Regarding the benchmarks from intel: It has been criticized that they were done before the Ryzen performance patch for Windows 11 was available, so they just might not show the whole picture.
And of course Intel aren't allowing reviews to be released until the actual release day, feeding FOMO purchases before gamers can actually see real world results. This is especially important given the complete unknown of big.LITTLE combination on gaming.
 
I'm mainly interested in benchmark on Windows 10 since I'm not moving to 11 anytime soon, if ever.
I know that it wouldn't be fair to benchmark on 10 since it lacked the optimization needed for Alder Lake, but I think lots of gamers, at least right now, probably prefer to stay on 10.
 
I can't imagine Windows 10 won't contain the optimizations for Alder Lake core priority by release.

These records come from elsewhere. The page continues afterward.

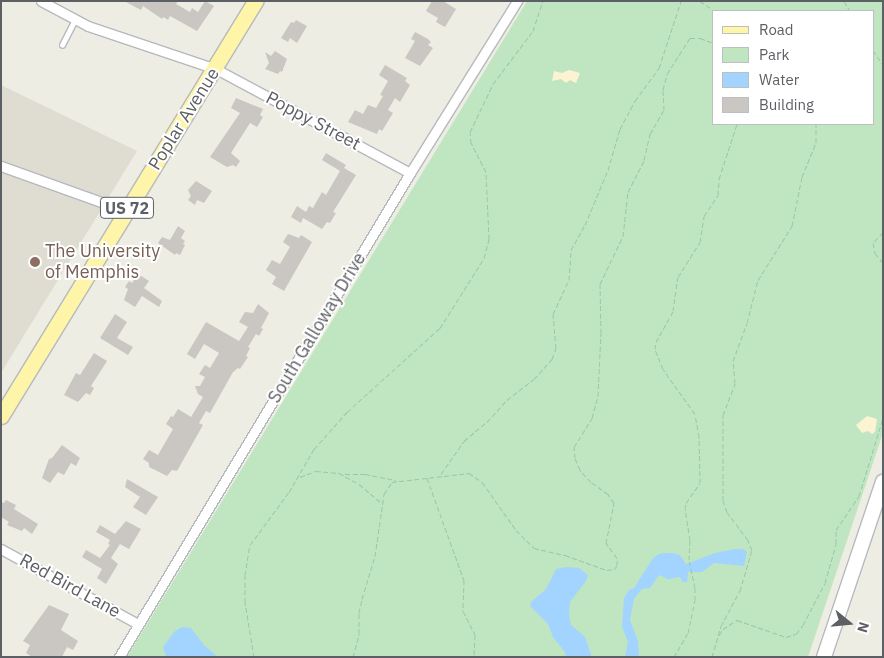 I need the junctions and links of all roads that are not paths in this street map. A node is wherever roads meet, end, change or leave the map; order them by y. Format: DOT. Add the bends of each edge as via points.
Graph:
graph roads {
  1 [pos="41,1"];
  2 [pos="255,1"];
  3 [pos="518,1"];
  4 [pos="75,20"];
  5 [pos="62,45"];
  6 [pos="216,69"];
  7 [pos="1,166"];
  8 [pos="410,173"];
  9 [pos="126,210"];
  10 [pos="1,416"];
  11 [pos="883,482"];
  12 [pos="1,549"];
  13 [pos="138,624"];
  14 [pos="119,657"];
  15 [pos="824,657"];
  1 -- 4 [label="street, Poppy Street"];
  2 -- 6 [label="main road, Poplar Avenue / US 72"];
  3 -- 8 [label="street, South Galloway Drive"];
  4 -- 5 [label="lane"];
  4 -- 6 [label="street, Poppy Street"];
  6 -- 8 [label="street, Poppy Street"];
  6 -- 9 [label="main road, Poplar Avenue / US 72"];
  7 -- 9 [label="street"];
  8 -- 13 [label="street, South Galloway Drive"];
  9 -- 10 [label="main road, Poplar Avenue / US 72"];
  11 -- 15 [label="main road"];
  12 -- 13 [label="street, Red Bird Lane"];
  13 -- 14 [label="street, South Galloway Drive"];
}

There's no chance Intel would be ok with Windows 11 support only.
 
I believe currently MS focus is to make it work on 11. Intel will definitely pressure MS to make it work well enough on 10.
It is similar-ish to the situation with DirectStorage where it will only come with 11 but later they backtracked probably because lots of people complained about it and now some element of it will come to 10.
So it will be interesting to see how good it will run on 10, especially compared to 11. If there is indeed a performance difference (where 10 ended up slower), will MS actually bring Alder Lake optimization to 10? When?
 
Regarding benchmarks

To be clear, some outlets have reported really meaningless differences in most games pre and post patch in Windows 11 regarding ryzen cpus. Some games took a big hit, but they are the exception.

https://www.tomshardware.com/features/intel-shares-alder-lake-pricing-specs-and-gaming-performance

Intel measured performance against the Ryzen 9 5950X but admitted that it tested without the Windows 11 patch that fixes an L3 cache and boost clock issue with AMD's chips. Intel told us during briefings that it will retest with the patch once it is available (it has since become available) and update these benchmarks if there are any material changes. (We've tested the Windows 11 and AMD patches and haven't seen any drastic improvements in our own testing. Look for that article soon.)

Nontheless most leaked benchmarks are pointing into the same direction.

- Alder Lake basically destroys Zen 3 in single thread performance but it's less efficient
- 5950X continues to be the king in MT tasks
- Yet to be seen if 24 hybrid (16big threads + 8small threads) beats 24 big threads (5900x) in REAL world apps.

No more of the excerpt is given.